» To do: Drop all images and give the records again exactly.
*** Records for the task
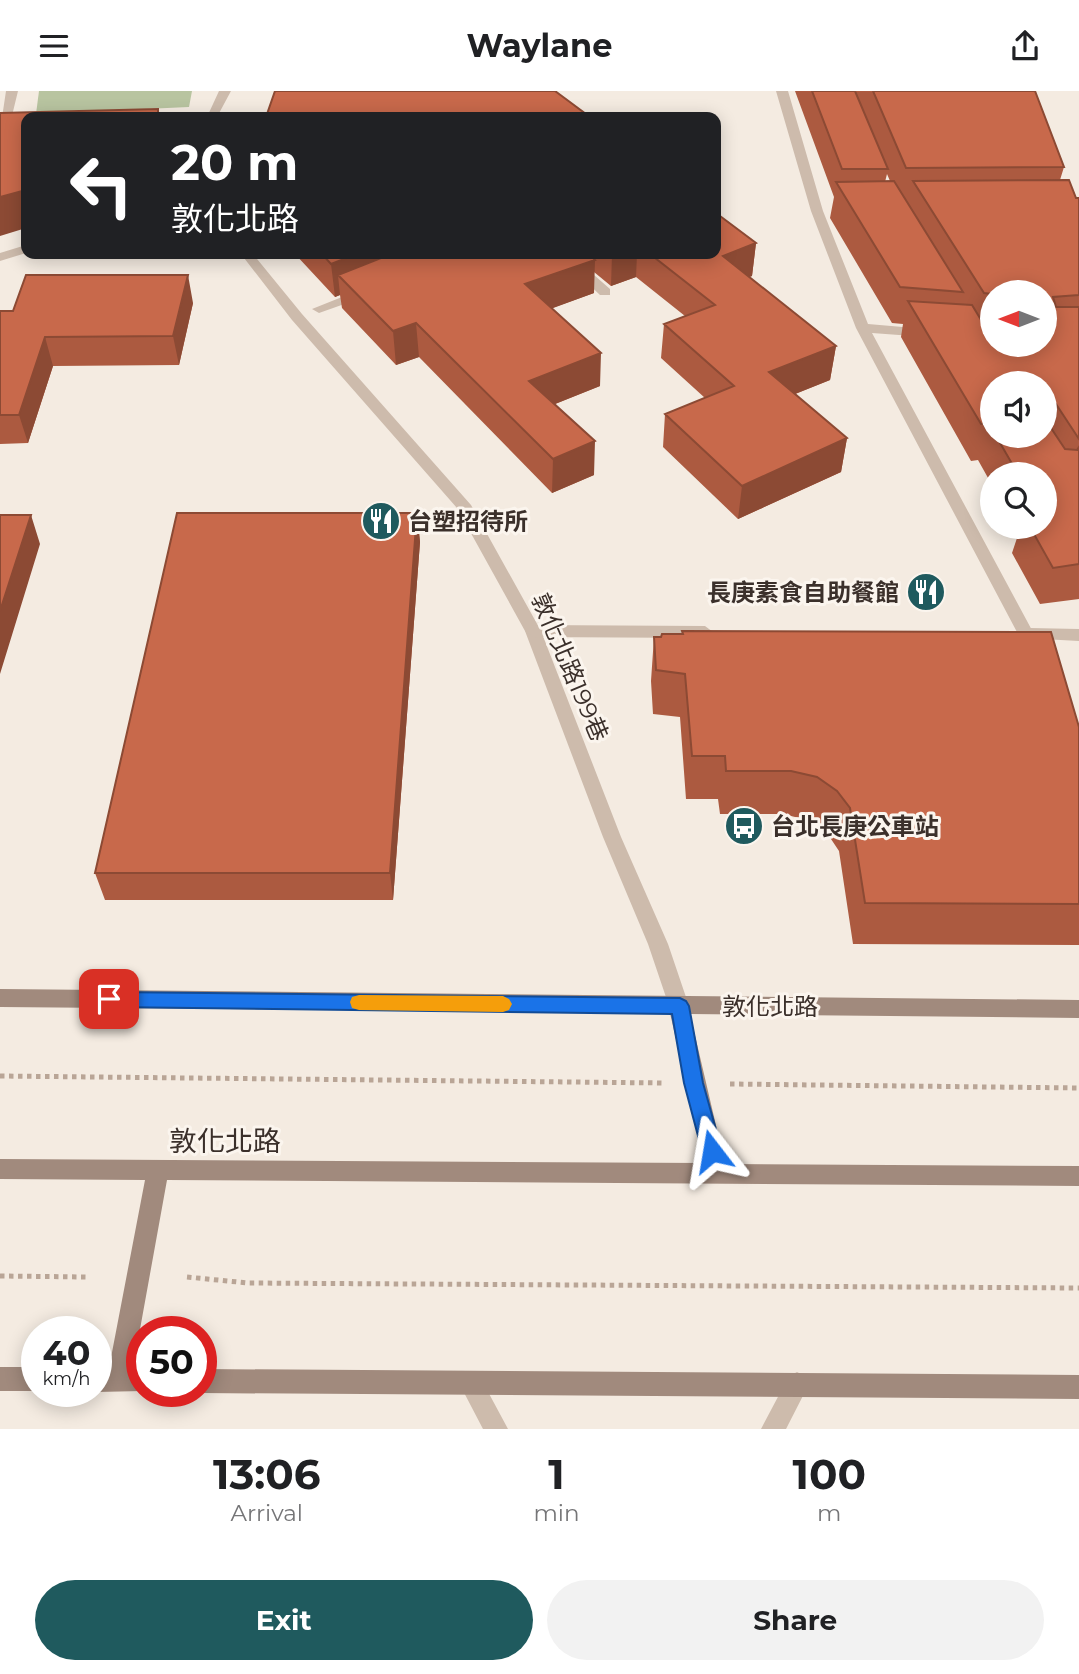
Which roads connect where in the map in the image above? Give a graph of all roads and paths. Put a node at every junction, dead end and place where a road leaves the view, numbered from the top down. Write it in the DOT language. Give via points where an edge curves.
graph roads {
  1 [pos="12,91"];
  2 [pos="225,91"];
  3 [pos="782,91"];
  4 [pos="214,112"];
  5 [pos="6,128"];
  6 [pos="21,251"];
  7 [pos="0,257"];
  8 [pos="251,259"];
  9 [pos="569,259"];
  10 [pos="371,289"];
  11 [pos="605,292"];
  12 [pos="319,309"];
  13 [pos="863,328"];
  14 [pos="942,334"];
  15 [pos="533,631"];
  16 [pos="718,632"];
  17 [pos="1079,635"];
  18 [pos="0,998"];
  19 [pos="680,1006"];
  20 [pos="1079,1009"];
  21 [pos="0,1076"];
  22 [pos="694,1083"];
  23 [pos="1079,1087"];
  24 [pos="0,1169"];
  25 [pos="158,1170"];
  26 [pos="717,1174"];
  27 [pos="1079,1176"];
  28 [pos="0,1276"];
  29 [pos="87,1277"];
  30 [pos="187,1277"];
  31 [pos="1079,1288"];
  32 [pos="0,1379"];
  33 [pos="21,1379"];
  34 [pos="119,1380"];
  35 [pos="217,1381"];
  36 [pos="471,1383"];
  37 [pos="797,1384"];
  38 [pos="1079,1387"];
  39 [pos="496,1429"];
  40 [pos="773,1429"];
  1 -- 5 [label="street"];
  2 -- 4 [label="street"];
  3 -- 13 [label="street"];
  6 -- 7 [label="street"];
  8 -- 15 [label="street, 敦化北路199巷" via="463,505"];
  9 -- 11 [label="street"];
  10 -- 12 [label="street"];
  13 -- 14 [label="street"];
  13 -- 17 [label="street" via="1019,634"];
  15 -- 16 [label="street"];
  15 -- 19 [label="street, 敦化北路199巷"];
  18 -- 19 [label="main road, 敦化北路"];
  19 -- 20 [label="main road, 敦化北路"];
  19 -- 22 [label="main road"];
  21 -- 22 [label="path"];
  22 -- 23 [label="path"];
  22 -- 26 [label="main road"];
  24 -- 25 [label="main road, 敦化北路"];
  25 -- 26 [label="main road, 敦化北路"];
  25 -- 34 [label="main road"];
  26 -- 27 [label="main road, 敦化北路"];
  28 -- 29 [label="path"];
  30 -- 31 [label="path" via="248,1283"];
  32 -- 33 [label="main road"];
  35 -- 36 [label="main road"];
  36 -- 37 [label="main road"];
  36 -- 39 [label="street"];
  37 -- 38 [label="main road"];
  37 -- 40 [label="street"];
}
******
» Solution to this task:
Which roads connect where in the map in the image above? Give a graph of all roads and paths. Put a node at every junction, dead end and place where a road leaves the view, numbered from the top down. Write it in the DOT language. Give via points where an edge curves.
graph roads {
  1 [pos="12,91"];
  2 [pos="225,91"];
  3 [pos="782,91"];
  4 [pos="214,112"];
  5 [pos="6,128"];
  6 [pos="21,251"];
  7 [pos="0,257"];
  8 [pos="251,259"];
  9 [pos="569,259"];
  10 [pos="371,289"];
  11 [pos="605,292"];
  12 [pos="319,309"];
  13 [pos="863,328"];
  14 [pos="942,334"];
  15 [pos="533,631"];
  16 [pos="718,632"];
  17 [pos="1079,635"];
  18 [pos="0,998"];
  19 [pos="680,1006"];
  20 [pos="1079,1009"];
  21 [pos="0,1076"];
  22 [pos="694,1083"];
  23 [pos="1079,1087"];
  24 [pos="0,1169"];
  25 [pos="158,1170"];
  26 [pos="717,1174"];
  27 [pos="1079,1176"];
  28 [pos="0,1276"];
  29 [pos="87,1277"];
  30 [pos="187,1277"];
  31 [pos="1079,1288"];
  32 [pos="0,1379"];
  33 [pos="21,1379"];
  34 [pos="119,1380"];
  35 [pos="217,1381"];
  36 [pos="471,1383"];
  37 [pos="797,1384"];
  38 [pos="1079,1387"];
  39 [pos="496,1429"];
  40 [pos="773,1429"];
  1 -- 5 [label="street"];
  2 -- 4 [label="street"];
  3 -- 13 [label="street"];
  6 -- 7 [label="street"];
  8 -- 15 [label="street, 敦化北路199巷" via="463,505"];
  9 -- 11 [label="street"];
  10 -- 12 [label="street"];
  13 -- 14 [label="street"];
  13 -- 17 [label="street" via="1019,634"];
  15 -- 16 [label="street"];
  15 -- 19 [label="street, 敦化北路199巷"];
  18 -- 19 [label="main road, 敦化北路"];
  19 -- 20 [label="main road, 敦化北路"];
  19 -- 22 [label="main road"];
  21 -- 22 [label="path"];
  22 -- 23 [label="path"];
  22 -- 26 [label="main road"];
  24 -- 25 [label="main road, 敦化北路"];
  25 -- 26 [label="main road, 敦化北路"];
  25 -- 34 [label="main road"];
  26 -- 27 [label="main road, 敦化北路"];
  28 -- 29 [label="path"];
  30 -- 31 [label="path" via="248,1283"];
  32 -- 33 [label="main road"];
  35 -- 36 [label="main road"];
  36 -- 37 [label="main road"];
  36 -- 39 [label="street"];
  37 -- 38 [label="main road"];
  37 -- 40 [label="street"];
}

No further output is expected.